Vorrei contribuire con qualche riflessione al dibattito che si sta aprendo
sul "che fare" dopo la guerra del kossovo.

Senza dubbio l'azione militare della NATO ha marcato una cesura storica
importante, e ha significato la rilegittimazione di fatto della guerra come
strumento della politica internazionale, svuotando di senso il
multilateralismo di istituzioni come ONU e OSCE.

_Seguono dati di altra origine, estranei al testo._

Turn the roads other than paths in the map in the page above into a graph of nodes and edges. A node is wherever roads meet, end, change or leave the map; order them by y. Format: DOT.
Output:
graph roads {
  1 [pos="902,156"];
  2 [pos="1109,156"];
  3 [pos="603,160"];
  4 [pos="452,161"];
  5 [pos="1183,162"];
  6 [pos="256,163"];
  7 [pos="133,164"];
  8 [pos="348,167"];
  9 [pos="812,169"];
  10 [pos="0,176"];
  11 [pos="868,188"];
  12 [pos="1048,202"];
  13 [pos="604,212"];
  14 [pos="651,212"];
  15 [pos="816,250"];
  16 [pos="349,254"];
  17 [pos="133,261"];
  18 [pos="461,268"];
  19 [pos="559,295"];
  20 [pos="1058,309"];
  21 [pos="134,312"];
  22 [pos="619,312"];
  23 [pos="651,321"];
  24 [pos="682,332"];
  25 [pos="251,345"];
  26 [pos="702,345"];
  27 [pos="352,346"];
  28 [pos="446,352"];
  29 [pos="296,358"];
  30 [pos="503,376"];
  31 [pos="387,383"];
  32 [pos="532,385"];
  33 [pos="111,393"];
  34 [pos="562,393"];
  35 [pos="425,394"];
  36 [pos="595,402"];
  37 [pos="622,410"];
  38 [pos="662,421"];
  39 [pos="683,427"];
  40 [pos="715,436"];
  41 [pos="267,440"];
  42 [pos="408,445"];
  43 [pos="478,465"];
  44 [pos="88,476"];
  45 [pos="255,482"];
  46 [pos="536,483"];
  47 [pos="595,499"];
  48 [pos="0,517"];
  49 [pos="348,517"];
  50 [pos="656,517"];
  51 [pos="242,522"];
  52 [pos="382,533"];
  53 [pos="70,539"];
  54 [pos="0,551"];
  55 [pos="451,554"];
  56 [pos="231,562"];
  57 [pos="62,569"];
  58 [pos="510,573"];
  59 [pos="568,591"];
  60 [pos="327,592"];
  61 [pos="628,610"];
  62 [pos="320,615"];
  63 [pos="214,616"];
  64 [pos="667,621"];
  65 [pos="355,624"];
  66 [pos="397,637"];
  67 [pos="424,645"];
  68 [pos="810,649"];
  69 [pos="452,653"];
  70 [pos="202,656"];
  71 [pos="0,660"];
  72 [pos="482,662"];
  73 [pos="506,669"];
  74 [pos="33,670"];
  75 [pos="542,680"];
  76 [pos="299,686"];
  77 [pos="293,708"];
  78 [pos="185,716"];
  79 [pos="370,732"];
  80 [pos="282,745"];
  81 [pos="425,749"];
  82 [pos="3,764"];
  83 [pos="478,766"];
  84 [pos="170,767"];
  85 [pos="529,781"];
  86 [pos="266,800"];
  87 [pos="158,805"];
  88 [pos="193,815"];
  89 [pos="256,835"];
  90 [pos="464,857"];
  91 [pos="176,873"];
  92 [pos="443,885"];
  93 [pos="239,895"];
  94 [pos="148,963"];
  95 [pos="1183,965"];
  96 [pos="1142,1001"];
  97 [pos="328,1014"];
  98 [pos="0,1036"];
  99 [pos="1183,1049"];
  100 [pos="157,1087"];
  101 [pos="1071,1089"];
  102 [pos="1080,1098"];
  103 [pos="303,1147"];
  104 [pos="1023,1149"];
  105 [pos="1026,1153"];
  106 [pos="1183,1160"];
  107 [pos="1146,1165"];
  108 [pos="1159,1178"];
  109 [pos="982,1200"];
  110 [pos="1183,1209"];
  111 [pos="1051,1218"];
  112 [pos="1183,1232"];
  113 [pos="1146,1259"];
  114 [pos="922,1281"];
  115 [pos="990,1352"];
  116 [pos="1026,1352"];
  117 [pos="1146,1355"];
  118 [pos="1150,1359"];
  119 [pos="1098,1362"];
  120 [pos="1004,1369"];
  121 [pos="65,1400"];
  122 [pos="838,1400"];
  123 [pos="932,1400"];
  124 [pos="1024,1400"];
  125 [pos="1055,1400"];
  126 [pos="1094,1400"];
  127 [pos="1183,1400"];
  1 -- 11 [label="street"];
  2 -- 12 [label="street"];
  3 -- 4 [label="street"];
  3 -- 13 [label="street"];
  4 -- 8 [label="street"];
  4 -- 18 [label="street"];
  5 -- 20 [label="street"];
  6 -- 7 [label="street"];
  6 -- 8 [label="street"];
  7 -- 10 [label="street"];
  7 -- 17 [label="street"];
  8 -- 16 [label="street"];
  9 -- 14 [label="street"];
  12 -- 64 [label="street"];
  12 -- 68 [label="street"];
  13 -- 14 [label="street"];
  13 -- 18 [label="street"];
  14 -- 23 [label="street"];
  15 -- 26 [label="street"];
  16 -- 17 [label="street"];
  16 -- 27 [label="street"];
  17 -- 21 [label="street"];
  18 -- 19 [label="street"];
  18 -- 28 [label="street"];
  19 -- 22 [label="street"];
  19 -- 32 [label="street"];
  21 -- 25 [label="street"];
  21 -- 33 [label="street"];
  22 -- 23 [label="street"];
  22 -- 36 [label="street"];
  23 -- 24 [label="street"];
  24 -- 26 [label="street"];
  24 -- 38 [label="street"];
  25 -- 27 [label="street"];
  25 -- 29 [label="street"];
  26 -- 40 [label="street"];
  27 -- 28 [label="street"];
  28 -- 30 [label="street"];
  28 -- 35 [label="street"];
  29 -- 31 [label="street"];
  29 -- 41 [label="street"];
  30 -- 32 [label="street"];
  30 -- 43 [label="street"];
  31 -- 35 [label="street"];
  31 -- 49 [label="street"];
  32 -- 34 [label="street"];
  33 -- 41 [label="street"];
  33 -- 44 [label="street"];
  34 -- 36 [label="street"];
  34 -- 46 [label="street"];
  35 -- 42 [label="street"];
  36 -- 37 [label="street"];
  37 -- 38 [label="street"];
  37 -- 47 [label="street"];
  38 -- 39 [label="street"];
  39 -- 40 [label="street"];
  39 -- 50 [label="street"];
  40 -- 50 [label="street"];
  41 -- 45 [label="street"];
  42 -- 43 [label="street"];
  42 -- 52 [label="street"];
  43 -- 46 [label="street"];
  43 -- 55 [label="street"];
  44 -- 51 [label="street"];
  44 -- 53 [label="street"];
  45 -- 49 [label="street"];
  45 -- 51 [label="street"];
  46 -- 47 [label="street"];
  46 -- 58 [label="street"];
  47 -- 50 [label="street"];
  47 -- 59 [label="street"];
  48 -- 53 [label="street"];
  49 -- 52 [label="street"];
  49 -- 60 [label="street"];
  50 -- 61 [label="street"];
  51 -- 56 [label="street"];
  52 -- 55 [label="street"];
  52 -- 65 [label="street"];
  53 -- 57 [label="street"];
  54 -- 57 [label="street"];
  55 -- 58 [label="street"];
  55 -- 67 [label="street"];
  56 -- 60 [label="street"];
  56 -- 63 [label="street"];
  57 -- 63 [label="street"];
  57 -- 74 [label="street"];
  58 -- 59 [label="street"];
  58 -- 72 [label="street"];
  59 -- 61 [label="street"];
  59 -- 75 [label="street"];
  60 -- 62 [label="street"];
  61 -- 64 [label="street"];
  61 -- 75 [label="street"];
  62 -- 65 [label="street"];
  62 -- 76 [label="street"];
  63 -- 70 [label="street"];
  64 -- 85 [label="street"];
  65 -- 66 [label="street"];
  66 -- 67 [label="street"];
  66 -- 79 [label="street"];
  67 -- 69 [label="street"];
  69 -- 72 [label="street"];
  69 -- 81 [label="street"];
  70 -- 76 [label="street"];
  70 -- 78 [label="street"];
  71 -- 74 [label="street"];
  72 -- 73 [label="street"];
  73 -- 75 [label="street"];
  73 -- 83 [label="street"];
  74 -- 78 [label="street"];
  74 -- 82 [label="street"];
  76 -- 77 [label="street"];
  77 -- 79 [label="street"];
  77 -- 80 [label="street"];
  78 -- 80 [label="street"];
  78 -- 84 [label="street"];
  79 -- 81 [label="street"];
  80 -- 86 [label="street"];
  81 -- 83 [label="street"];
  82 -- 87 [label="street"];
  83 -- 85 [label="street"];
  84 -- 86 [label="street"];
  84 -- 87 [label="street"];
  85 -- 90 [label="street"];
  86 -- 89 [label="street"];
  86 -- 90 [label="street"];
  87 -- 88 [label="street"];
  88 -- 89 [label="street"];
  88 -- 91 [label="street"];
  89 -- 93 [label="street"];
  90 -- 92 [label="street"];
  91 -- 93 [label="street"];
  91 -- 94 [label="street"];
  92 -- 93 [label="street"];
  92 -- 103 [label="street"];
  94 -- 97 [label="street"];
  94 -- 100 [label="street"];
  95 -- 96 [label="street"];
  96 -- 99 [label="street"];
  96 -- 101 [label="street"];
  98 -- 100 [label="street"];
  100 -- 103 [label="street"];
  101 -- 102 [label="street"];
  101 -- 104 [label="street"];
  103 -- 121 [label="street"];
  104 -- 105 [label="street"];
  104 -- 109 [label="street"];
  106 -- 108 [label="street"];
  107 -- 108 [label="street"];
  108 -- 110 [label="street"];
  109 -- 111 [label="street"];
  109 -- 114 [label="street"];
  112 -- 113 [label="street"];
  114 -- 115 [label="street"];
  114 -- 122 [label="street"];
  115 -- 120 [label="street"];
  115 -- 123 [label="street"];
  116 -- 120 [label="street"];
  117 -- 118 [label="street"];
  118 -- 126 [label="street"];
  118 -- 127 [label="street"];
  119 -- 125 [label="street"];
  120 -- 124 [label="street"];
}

I sondaggi dicono che in europa (a parte gli estremi di Gran Bretagna e
GRecia) l'opinione pubblica e' divisa grosso modo in due campi di uguale
numero tra favorevoli e contrari alla guerra. Per i pacifisti pare esserci
quindi un potenziale di mobilitazione al di la' del proprio piccolo gruppo.

Diverso e' il panorama della politica ufficiale. Qui le forze
tradizionalmente pacifiste - i verdi, ma anche i tre partiti post-comunisti
- sono forze di governo che hanno sostenuto ed appoggiato la guerra, sia in
sede NATO che concedendo l'uso delle basi sul territorio nazionale. Ancora
piu' accentuata e' la situazione in Germania, dove e' stato proprio il
governo rosso-verde a rompere la tradizione di non intervento militare
della Germania nel dopoguerra.

Credo che dalle elezioni europee si possa ricavare la conclusione che la
guerra (in Italia come in Germania) abbia piu' che altro tenuti lontani gli
elettori pacifisti dai seggi - ecco quindi il tracollo di verdi e comunisti
di dviersa tendenza. In ogni caso i grandi movimenti di voti in Italia
(democratici, lista Bonino) prescindono dalla questione della guerra. 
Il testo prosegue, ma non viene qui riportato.